Despite staring at this all evening, I can't see how to complete the proof. Perhaps there is a better way of implementing the property of not having torsion?
Thanks,
Christopher
Mario Carneiro (Jan 01 2021 at 21:49):
You are calling no_6_torsion as a tactic, which will give bad error messages. You need something like exact no_6_torsion ... or have := no_6_torsion ...
Mario Carneiro (Jan 01 2021 at 21:50):
This gets closer, although there is an issue with your coercions that makes h not directly suitable for the final _:
begin
introv h,
apply set_coe.ext,
simpa using @no_6_torsion R _ A _ _ a _,
sorry
end
Eric Wieser (Jan 01 2021 at 22:00):
Is there a reason you need subnosixtorsion, even though it has no members that are different from submodule?
Christopher Hoskin (Jan 01 2021 at 22:05):
@Eric Wieser - It's not needed for the purposes of this example.

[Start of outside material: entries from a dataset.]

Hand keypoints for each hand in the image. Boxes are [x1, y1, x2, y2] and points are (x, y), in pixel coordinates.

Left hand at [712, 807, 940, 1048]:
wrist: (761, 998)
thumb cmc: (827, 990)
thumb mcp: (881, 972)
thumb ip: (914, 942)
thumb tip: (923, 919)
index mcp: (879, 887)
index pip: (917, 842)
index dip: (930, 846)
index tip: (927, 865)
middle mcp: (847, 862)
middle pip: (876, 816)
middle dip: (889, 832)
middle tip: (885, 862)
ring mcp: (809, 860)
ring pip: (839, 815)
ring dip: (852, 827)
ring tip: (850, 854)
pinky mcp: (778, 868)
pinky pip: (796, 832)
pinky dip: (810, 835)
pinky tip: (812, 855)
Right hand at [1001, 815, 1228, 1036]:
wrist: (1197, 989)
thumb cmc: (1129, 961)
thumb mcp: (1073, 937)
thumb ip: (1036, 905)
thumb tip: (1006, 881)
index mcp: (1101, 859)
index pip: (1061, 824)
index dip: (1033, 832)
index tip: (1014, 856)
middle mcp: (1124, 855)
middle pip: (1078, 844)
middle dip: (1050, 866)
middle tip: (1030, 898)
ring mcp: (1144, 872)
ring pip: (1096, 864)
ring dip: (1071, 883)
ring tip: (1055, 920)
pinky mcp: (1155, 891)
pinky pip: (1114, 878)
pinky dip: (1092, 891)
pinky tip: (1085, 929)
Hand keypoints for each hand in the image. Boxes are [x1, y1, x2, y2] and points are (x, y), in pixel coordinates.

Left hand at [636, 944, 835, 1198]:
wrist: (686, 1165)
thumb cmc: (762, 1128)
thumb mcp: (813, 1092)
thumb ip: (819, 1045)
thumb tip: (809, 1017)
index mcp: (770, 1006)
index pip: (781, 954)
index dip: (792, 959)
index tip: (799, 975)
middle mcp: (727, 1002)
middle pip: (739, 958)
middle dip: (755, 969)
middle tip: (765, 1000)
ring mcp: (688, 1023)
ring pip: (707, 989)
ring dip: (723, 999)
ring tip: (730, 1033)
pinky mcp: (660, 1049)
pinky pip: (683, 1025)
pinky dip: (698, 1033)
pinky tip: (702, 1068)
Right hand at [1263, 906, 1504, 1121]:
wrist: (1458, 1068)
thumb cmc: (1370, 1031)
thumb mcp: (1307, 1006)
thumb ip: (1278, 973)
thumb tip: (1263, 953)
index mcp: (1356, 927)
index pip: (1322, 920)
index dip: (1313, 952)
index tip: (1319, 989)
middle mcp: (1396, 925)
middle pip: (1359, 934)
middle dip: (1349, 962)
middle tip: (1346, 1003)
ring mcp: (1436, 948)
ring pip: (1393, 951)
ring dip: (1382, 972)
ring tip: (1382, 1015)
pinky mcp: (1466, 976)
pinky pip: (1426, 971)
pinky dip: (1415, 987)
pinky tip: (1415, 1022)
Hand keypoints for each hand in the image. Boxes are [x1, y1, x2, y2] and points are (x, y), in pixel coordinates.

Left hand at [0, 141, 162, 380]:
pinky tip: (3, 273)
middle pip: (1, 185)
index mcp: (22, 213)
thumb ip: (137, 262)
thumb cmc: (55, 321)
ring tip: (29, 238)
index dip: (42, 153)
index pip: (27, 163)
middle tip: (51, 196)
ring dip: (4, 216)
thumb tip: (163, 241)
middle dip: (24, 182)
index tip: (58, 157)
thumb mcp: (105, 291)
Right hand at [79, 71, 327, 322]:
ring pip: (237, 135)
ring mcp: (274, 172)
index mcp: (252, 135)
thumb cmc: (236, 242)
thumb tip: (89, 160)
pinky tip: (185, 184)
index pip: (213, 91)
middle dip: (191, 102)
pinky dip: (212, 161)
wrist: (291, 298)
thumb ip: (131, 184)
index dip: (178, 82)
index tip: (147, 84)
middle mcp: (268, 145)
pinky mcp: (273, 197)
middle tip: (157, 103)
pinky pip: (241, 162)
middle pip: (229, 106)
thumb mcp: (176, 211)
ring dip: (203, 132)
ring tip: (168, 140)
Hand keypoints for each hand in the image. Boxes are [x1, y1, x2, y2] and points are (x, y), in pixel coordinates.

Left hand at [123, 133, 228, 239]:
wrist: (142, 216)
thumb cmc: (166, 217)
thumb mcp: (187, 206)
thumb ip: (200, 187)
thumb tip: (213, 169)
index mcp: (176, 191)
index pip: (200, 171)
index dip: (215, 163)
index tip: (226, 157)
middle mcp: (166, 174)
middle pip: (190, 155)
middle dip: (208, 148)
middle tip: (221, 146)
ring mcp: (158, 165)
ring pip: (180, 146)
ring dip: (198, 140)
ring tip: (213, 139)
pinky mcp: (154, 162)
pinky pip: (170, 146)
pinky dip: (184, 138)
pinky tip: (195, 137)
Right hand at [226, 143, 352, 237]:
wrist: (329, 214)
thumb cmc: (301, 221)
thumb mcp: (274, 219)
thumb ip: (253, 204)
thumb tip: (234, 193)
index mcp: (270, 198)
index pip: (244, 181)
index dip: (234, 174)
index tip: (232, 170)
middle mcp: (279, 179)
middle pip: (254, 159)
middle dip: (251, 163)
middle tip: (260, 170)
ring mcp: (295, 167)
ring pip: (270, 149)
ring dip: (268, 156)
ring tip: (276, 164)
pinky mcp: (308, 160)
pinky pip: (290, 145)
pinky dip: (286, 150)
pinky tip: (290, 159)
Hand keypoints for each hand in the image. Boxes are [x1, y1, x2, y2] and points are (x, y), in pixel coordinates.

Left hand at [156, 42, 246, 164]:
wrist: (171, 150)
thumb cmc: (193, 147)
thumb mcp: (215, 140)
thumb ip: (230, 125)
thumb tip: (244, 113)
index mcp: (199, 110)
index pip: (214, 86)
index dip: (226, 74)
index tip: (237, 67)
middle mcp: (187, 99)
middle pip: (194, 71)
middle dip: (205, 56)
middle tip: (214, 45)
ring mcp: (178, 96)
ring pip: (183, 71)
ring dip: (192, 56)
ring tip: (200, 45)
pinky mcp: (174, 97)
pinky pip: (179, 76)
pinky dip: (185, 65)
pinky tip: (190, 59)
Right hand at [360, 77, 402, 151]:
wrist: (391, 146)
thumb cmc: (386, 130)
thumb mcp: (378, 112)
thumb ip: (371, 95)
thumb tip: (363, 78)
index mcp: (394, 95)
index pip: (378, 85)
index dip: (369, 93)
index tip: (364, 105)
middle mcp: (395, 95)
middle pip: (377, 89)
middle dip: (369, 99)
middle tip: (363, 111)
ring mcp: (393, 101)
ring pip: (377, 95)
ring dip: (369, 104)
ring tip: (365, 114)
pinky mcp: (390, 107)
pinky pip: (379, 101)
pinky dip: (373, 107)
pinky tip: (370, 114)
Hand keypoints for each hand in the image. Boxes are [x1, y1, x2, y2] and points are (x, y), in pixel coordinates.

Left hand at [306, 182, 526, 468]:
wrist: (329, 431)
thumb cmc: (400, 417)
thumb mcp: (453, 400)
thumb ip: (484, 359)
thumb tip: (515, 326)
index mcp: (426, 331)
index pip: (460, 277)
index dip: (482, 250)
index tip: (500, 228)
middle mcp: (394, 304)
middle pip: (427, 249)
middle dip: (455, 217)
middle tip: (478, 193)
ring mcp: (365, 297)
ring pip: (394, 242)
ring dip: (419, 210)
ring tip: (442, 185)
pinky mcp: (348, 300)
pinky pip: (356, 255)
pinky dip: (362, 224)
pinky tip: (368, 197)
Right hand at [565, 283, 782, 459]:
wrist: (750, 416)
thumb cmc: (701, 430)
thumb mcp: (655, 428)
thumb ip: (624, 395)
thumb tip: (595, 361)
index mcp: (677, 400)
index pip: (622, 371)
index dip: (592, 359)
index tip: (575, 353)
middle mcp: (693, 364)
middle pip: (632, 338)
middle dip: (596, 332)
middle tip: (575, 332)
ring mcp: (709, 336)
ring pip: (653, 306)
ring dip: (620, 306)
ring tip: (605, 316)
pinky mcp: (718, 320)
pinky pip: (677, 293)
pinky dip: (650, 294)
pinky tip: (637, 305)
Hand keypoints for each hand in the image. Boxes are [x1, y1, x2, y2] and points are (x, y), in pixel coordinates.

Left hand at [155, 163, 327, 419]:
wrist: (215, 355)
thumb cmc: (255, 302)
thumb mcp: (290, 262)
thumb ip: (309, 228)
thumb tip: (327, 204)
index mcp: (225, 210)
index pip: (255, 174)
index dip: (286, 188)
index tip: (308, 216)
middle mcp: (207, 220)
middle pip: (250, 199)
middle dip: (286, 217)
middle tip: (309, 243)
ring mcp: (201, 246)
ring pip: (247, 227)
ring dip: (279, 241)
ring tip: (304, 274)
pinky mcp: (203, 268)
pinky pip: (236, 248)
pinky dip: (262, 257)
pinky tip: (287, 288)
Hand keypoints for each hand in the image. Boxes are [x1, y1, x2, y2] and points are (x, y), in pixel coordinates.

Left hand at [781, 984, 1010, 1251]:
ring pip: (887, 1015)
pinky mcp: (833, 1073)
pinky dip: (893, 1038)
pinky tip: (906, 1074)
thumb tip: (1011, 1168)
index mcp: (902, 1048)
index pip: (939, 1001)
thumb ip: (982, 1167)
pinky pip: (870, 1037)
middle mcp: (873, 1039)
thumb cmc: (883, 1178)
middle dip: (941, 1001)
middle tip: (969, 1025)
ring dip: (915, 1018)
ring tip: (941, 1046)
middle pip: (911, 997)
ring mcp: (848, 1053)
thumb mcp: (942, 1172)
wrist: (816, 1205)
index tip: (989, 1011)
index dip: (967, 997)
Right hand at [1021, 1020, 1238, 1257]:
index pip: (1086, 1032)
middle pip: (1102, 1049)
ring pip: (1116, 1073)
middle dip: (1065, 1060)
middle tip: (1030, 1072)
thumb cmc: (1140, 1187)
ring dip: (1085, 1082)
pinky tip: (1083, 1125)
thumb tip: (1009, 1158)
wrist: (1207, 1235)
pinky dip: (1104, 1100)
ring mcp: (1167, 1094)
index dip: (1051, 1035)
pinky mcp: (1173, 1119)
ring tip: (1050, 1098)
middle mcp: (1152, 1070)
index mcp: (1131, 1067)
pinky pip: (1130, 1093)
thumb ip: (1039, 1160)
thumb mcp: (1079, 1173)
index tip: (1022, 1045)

The following would illustrate my problem just as well:
instance submodule_nosixtorsion (A' : submodule R A) : nosixtorsion R A' :=
{
no_6_torsion :=
begin
introv h,
apply set_coe.ext,
simpa using @no_6_torsion R _ A _ _ a h,
end
}
Christopher Hoskin (Jan 01 2021 at 22:07):
@Mario Carneiro Thanks for your help - it seems that the elements of the carrier are subtypes - a structure with a value and a proposition.
Mario Carneiro (Jan 01 2021 at 22:09):
I noticed that. Perhaps you meant to use \forall a \in A in no_6_torsion instead of \forall a : A?
Christopher Hoskin (Jan 01 2021 at 22:15):
Lean seems to assume a is a natural number if I do that.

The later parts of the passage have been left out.